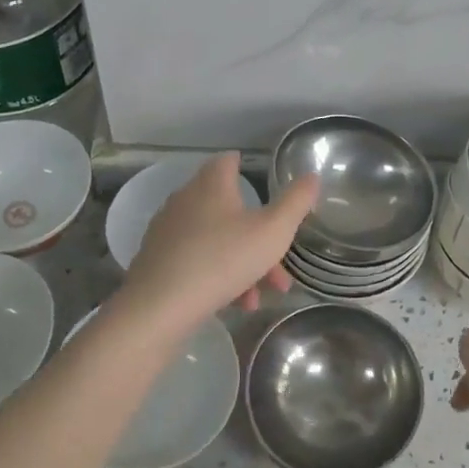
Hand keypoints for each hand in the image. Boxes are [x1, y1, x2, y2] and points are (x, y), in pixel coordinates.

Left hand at [122, 153, 319, 322]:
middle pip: (228, 208)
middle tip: (279, 263)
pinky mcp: (157, 260)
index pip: (228, 161)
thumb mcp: (273, 231)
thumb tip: (311, 176)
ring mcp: (168, 231)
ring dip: (243, 263)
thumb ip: (295, 203)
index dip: (246, 166)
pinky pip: (197, 261)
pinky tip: (237, 304)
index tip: (263, 180)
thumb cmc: (223, 259)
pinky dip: (219, 276)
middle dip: (258, 235)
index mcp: (211, 184)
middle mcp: (186, 200)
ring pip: (216, 240)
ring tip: (261, 295)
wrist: (160, 306)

▸ **TASK DESCRIPTION**: Exactly reproduce the lines that run from the line with "thumb tip: (311, 176)" through the last line of the records, inclusive.

▸ **TASK SOLUTION**:
thumb tip: (311, 176)
ring mcp: (168, 231)
ring dip: (243, 263)
thumb ip: (295, 203)
index dip: (246, 166)
pinky pip: (197, 261)
pinky tip: (237, 304)
index tip: (263, 180)
thumb cmc: (223, 259)
pinky dip: (219, 276)
middle dip: (258, 235)
index mcp: (211, 184)
middle mcp: (186, 200)
ring pip: (216, 240)
ring tip: (261, 295)
wrist: (160, 306)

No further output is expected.